TASK OBJECTIVE => Below are some records. Retype exactly the lines from the one containing "ring pip: (155, 448)" through the one containing "index dip: (384, 122)", both included, skipping every picture.

TASK INPUT Start Marker

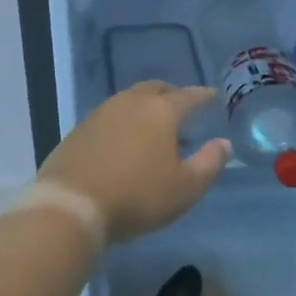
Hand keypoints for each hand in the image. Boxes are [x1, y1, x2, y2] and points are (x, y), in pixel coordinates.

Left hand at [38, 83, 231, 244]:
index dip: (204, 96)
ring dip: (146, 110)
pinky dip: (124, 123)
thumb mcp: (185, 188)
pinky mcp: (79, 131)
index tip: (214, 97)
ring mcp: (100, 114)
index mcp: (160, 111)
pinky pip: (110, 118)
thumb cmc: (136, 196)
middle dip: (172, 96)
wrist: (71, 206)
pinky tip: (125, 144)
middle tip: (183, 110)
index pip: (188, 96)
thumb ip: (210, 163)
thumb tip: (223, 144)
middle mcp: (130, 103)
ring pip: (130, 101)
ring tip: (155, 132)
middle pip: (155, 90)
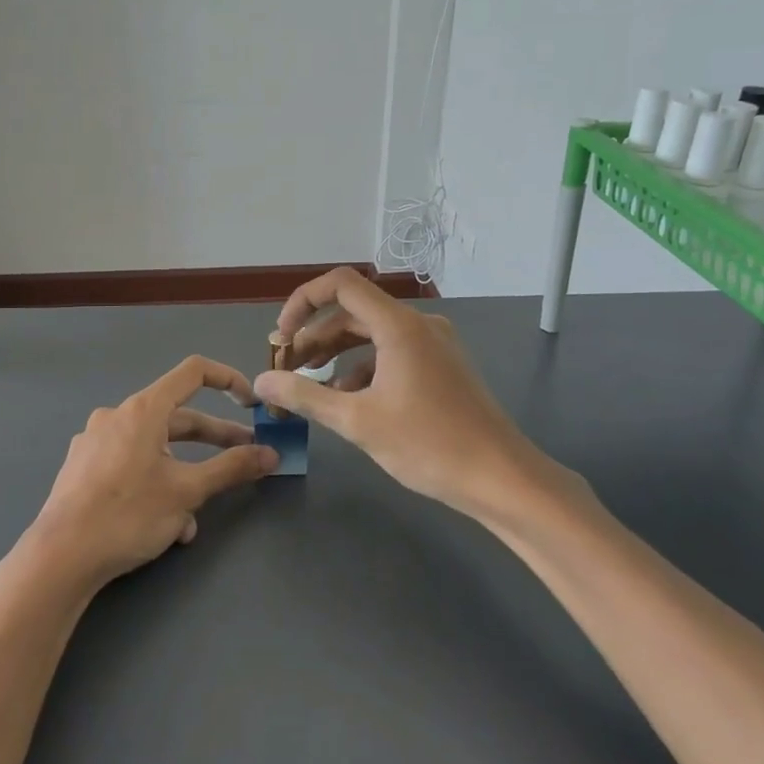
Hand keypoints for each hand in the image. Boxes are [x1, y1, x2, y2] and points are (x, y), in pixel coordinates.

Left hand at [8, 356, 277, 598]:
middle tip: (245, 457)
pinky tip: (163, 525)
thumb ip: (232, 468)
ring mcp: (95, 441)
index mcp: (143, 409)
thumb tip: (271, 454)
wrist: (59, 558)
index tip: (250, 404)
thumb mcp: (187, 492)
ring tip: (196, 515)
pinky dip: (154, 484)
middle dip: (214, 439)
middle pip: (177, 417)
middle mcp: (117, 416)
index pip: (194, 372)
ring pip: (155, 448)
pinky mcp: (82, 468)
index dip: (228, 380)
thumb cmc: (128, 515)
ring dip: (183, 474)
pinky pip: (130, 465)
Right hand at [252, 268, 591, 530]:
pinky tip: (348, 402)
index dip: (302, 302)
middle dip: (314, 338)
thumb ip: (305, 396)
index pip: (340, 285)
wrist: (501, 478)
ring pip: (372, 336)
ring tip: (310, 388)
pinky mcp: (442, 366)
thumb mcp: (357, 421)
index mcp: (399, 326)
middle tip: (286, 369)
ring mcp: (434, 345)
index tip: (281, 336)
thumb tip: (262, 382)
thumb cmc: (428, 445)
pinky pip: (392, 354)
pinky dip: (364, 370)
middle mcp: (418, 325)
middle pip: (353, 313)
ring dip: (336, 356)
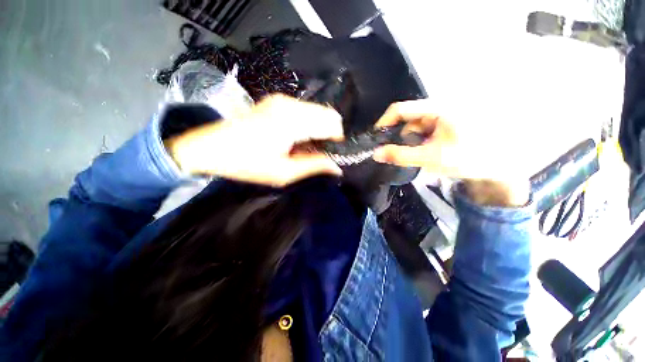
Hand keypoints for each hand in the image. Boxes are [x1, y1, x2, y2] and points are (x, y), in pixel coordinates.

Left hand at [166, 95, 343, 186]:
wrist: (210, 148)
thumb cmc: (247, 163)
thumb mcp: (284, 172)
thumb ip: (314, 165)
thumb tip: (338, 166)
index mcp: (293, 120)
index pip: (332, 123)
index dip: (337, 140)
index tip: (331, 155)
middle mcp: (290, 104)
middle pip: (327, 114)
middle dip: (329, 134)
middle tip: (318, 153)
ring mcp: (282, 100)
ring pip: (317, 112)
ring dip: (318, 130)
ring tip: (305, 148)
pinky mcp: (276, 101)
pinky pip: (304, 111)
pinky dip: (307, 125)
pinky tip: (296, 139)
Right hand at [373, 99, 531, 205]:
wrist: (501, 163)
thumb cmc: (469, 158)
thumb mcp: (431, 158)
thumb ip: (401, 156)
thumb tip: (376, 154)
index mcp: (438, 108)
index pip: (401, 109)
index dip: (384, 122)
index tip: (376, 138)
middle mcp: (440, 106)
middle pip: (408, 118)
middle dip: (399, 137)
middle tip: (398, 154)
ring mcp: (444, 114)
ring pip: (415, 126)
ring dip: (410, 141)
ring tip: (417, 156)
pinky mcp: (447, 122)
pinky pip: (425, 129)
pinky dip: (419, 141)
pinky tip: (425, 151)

TASK INPUT End Marker
TASK INPUT Start Marker

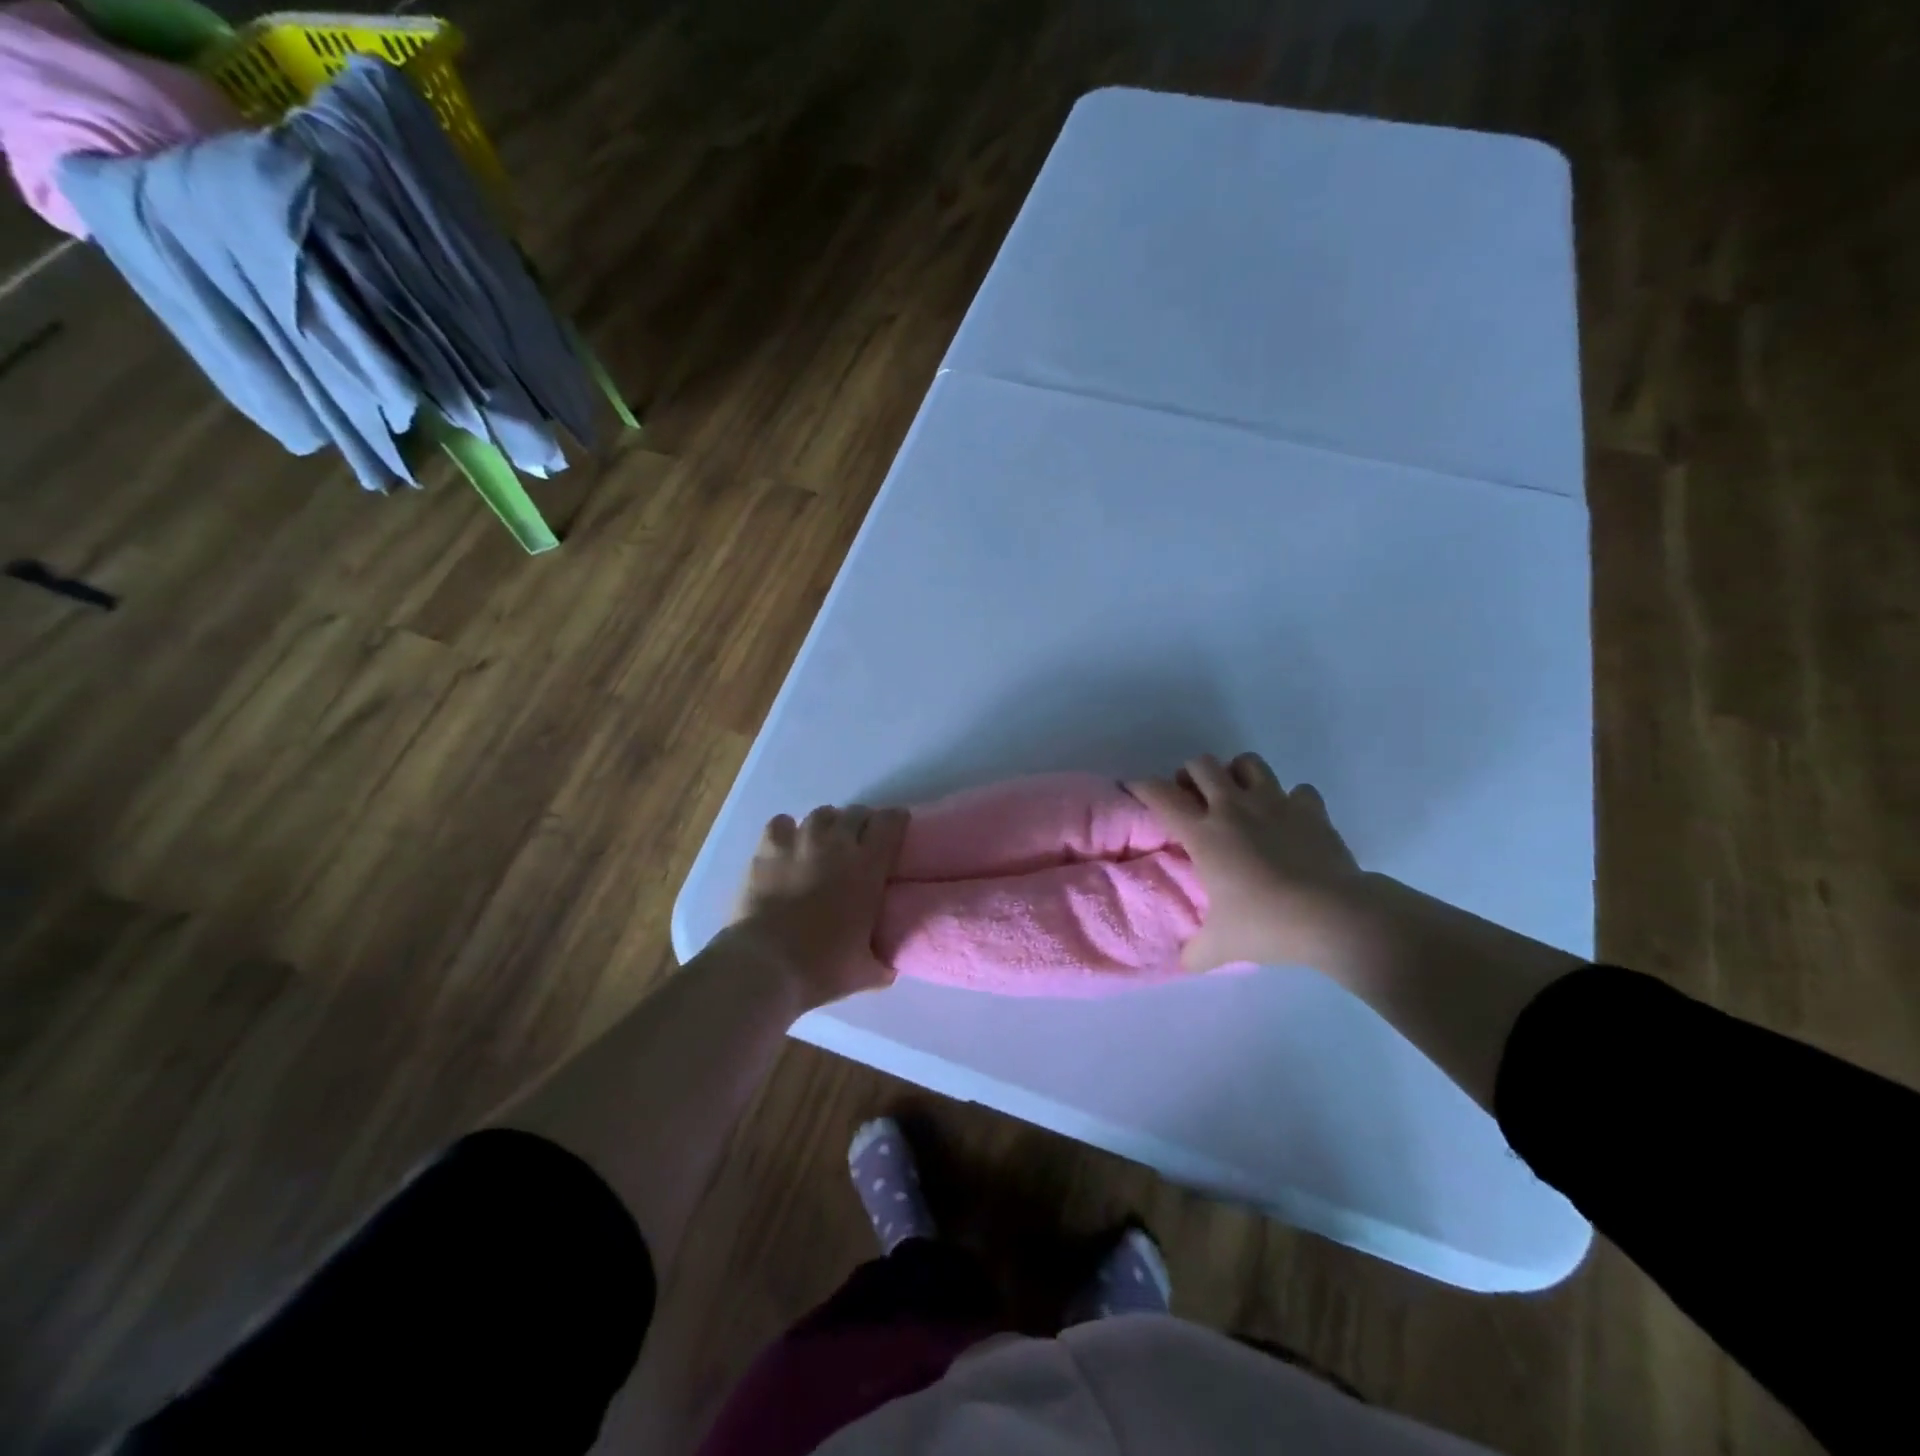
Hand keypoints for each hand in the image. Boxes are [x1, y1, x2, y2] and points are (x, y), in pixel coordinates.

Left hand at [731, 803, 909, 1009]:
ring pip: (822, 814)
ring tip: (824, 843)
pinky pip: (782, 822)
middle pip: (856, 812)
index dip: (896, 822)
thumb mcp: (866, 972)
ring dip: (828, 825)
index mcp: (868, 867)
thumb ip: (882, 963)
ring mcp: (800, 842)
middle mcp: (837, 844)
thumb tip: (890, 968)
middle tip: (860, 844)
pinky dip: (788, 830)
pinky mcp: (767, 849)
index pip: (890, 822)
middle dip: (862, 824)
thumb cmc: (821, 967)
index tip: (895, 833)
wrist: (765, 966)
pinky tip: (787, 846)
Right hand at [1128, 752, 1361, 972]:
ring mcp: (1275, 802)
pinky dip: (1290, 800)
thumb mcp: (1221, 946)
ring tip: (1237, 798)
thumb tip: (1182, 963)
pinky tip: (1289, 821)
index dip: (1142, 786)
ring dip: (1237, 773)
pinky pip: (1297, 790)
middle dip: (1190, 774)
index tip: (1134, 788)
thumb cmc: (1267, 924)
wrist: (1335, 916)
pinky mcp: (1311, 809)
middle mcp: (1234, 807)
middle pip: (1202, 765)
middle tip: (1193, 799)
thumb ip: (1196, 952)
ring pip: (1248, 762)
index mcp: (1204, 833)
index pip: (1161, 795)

TASK INPUT End Marker
TASK INPUT Start Marker

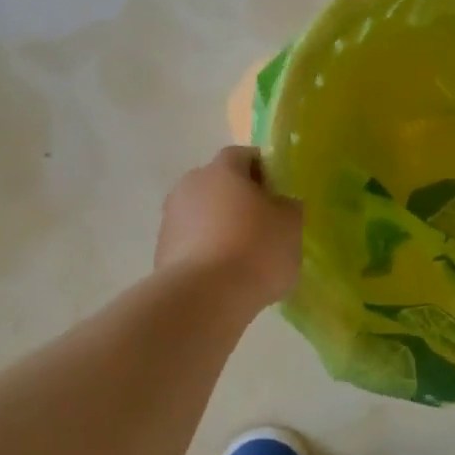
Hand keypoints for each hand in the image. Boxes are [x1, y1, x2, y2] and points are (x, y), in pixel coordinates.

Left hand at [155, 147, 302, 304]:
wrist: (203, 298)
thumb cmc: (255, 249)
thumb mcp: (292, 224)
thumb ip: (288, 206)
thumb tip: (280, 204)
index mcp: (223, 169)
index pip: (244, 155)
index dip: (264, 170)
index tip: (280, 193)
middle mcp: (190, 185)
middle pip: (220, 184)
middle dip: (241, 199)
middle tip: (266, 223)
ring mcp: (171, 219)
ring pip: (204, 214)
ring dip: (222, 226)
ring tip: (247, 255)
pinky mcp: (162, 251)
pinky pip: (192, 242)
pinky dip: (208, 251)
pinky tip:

TASK INPUT End Marker

EXERCISE RESPONSE =>
ring pip: (155, 448)
pinky mcp: (82, 468)
index dip: (228, 380)
thumb cmc: (128, 515)
ring dip: (183, 474)
pinky pip: (130, 465)
Right hand at [252, 268, 591, 530]:
pinky tip: (348, 402)
index dip: (302, 302)
middle dip: (314, 338)
thumb ip: (305, 396)
index pip: (340, 285)
wrist: (501, 478)
ring pip: (372, 336)
ring tip: (310, 388)
pinky mcp: (442, 366)
thumb mcp: (357, 421)
index mcp: (399, 326)
middle tip: (286, 369)
ring mcp: (434, 345)
index tip: (281, 336)
thumb tip: (262, 382)
thumb cmc: (428, 445)
pinky pip: (392, 354)
pinky dip: (364, 370)
middle mcp: (418, 325)
middle pip: (353, 313)
ring dip: (336, 356)
Hand keypoints for each hand in the image. Boxes are [x1, y1, x2, y2] and points are (x, y), in pixel coordinates.

Left hand at [166, 95, 343, 186]:
wrist: (210, 148)
thumb cmc: (247, 163)
thumb mcp: (284, 172)
thumb ip: (314, 165)
thumb tip: (338, 166)
index mcp: (293, 120)
index pip: (332, 123)
index dip: (337, 140)
index tip: (331, 155)
middle mcp: (290, 104)
middle pip: (327, 114)
middle dip: (329, 134)
middle tip: (318, 153)
ring mcp: (282, 100)
ring pip: (317, 112)
ring dip: (318, 130)
ring tip: (305, 148)
pinky mcp: (276, 101)
pinky pip: (304, 111)
pinky dip: (307, 125)
pinky tip: (296, 139)
Right hand at [373, 99, 531, 205]:
wrist: (501, 163)
thumb cmc: (469, 158)
thumb mcp: (431, 158)
thumb ip: (401, 156)
thumb tip: (376, 154)
index mcp: (438, 108)
index pip: (401, 109)
index dip: (384, 122)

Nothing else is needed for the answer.